Freedom Planet’s three playable characters all have their own unique controls as well as story segments and even levels. Lilac controls as you’d expect a Sonic character to, being able to spin dash and move at high speed. She also has some twists such as being able to spin dash up or down diagonally, which is essential for navigating some areas she’d otherwise be able to reach. Carol, while slower than Lilac, has multiple abilities that enable her to traverse levels easier than her partner. She has the ability to wall jump Megaman X style, jump along red jump pads, and even summon her motorcycle for extra combat options and faster movement (she needs to find gas canisters throughout the levels to use it, however). Milla, on the other hand, is weaker than both Lilac and Carol, and a bit slower than the two of them as well. She does have some magical abilities such as summoning a shield to block enemy shots and flapping her ears to float similar to Yoshi from Yoshi’s Island. Each of the characters offers something new, so even playing through the same level doesn’t end up feeling redundant as you might expect it to.
Pick Your (Cute) Poison
Freedom Planet has three leading ladies to choose from, each with their own special skills!

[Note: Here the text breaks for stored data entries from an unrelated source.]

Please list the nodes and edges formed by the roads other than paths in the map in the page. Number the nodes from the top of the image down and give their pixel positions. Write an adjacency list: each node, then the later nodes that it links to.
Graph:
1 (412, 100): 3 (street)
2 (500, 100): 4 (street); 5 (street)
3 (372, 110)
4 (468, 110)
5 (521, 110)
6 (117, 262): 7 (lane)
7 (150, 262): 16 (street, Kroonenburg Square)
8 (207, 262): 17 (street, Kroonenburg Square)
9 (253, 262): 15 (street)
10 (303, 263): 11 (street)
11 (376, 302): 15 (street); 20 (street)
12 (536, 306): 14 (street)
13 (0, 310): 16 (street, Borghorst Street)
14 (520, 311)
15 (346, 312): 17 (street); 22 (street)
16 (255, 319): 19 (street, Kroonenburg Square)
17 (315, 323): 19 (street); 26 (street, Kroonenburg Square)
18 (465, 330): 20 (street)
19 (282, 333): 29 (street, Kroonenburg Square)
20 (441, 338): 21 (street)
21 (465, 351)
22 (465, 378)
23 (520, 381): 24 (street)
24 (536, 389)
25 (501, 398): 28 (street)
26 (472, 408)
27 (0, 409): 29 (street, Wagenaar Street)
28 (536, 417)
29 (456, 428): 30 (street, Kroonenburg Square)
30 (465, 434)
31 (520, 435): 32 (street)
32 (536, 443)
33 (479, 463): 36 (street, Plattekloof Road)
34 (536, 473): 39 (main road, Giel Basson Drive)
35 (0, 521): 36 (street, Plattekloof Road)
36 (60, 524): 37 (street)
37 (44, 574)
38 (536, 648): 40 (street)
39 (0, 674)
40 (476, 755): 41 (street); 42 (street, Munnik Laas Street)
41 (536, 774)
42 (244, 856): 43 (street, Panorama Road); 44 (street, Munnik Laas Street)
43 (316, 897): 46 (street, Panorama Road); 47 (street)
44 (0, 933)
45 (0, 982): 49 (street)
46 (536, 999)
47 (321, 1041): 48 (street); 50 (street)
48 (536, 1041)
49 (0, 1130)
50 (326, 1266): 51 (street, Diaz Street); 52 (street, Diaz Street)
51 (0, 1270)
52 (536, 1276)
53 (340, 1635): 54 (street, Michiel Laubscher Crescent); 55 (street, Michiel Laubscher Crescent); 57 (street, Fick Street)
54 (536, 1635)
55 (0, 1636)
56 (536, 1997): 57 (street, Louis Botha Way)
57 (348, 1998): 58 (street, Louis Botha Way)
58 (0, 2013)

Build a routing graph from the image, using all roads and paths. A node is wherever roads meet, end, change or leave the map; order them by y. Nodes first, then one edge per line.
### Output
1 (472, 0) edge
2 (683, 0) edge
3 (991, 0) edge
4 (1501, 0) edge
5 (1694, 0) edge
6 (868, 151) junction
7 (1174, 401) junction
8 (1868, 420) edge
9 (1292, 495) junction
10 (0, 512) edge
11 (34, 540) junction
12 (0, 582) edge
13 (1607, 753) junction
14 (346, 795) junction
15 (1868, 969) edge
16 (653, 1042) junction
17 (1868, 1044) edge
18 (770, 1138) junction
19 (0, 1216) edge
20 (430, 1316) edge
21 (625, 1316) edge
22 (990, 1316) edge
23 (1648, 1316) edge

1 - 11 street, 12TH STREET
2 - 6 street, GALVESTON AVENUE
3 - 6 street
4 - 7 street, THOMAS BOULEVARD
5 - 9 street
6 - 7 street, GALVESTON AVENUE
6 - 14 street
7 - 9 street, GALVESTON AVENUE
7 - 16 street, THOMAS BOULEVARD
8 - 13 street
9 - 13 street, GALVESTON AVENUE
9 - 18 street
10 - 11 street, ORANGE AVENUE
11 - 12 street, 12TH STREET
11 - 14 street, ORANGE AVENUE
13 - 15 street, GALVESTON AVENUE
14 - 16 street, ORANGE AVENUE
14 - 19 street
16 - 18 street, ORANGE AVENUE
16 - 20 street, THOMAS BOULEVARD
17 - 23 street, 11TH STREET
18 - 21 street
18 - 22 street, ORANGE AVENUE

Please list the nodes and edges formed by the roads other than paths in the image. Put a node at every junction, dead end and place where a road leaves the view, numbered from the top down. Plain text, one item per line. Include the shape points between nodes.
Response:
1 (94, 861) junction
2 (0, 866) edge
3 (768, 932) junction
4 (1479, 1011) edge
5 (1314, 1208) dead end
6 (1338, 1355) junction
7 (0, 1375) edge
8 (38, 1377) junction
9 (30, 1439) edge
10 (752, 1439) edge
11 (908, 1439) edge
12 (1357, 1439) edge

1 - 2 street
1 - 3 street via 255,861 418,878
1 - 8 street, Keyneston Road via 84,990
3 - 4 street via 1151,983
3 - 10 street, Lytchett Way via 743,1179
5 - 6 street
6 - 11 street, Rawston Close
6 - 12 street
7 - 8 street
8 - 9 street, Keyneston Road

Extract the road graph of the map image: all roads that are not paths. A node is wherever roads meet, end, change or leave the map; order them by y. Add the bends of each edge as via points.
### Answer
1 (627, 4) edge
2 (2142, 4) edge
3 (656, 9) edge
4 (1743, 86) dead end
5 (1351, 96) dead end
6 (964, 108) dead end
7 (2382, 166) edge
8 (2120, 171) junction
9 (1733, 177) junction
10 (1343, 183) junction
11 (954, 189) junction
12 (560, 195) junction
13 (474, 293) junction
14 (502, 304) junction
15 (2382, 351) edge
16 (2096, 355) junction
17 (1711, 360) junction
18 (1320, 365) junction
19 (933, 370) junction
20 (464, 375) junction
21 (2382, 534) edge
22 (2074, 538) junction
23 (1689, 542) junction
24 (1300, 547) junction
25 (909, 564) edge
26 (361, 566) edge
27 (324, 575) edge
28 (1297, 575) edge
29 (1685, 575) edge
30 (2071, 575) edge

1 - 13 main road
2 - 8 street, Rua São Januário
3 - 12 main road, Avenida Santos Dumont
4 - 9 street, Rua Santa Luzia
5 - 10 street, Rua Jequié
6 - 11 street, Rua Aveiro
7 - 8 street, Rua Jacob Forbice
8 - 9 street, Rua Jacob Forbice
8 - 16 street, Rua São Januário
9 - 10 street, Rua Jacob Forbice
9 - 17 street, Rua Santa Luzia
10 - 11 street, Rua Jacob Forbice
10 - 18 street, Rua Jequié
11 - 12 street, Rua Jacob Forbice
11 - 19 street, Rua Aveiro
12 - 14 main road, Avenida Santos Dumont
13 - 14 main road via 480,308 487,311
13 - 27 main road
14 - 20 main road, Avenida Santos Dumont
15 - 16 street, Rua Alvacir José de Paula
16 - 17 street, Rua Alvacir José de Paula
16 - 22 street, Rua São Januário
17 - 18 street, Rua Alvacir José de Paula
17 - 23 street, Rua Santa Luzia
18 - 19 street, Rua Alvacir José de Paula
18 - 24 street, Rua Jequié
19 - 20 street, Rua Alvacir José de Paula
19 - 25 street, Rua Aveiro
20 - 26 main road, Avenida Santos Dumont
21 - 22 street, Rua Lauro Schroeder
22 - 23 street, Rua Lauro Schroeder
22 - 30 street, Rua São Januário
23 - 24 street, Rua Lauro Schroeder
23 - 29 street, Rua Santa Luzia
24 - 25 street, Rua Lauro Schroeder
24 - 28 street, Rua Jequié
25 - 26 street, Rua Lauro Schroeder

The graphics in Freedom Planet are picture perfect representations from the Genesis and 32X era of games. The colors are bright and vibrant, the characters are nicely animated, and the boss sprites are enormous. Ziyo Ling’s character designs are well designed, very cute and add to the eastern Asian aesthetic. You can instantly see the Sonic the Hedgehog inspirations from her work without them coming across as derivative. There are also some nice scaling and rotation effects at play in Freedom Planet, similar to what you would see on the Sega Genesis. The 2D aesthetic is brought to life in what makes the game feel more like an ACTUAL Genesis/32X game rather than an imitation or homage. GalaxyTrail’s work in this department is very impressive, to say the least.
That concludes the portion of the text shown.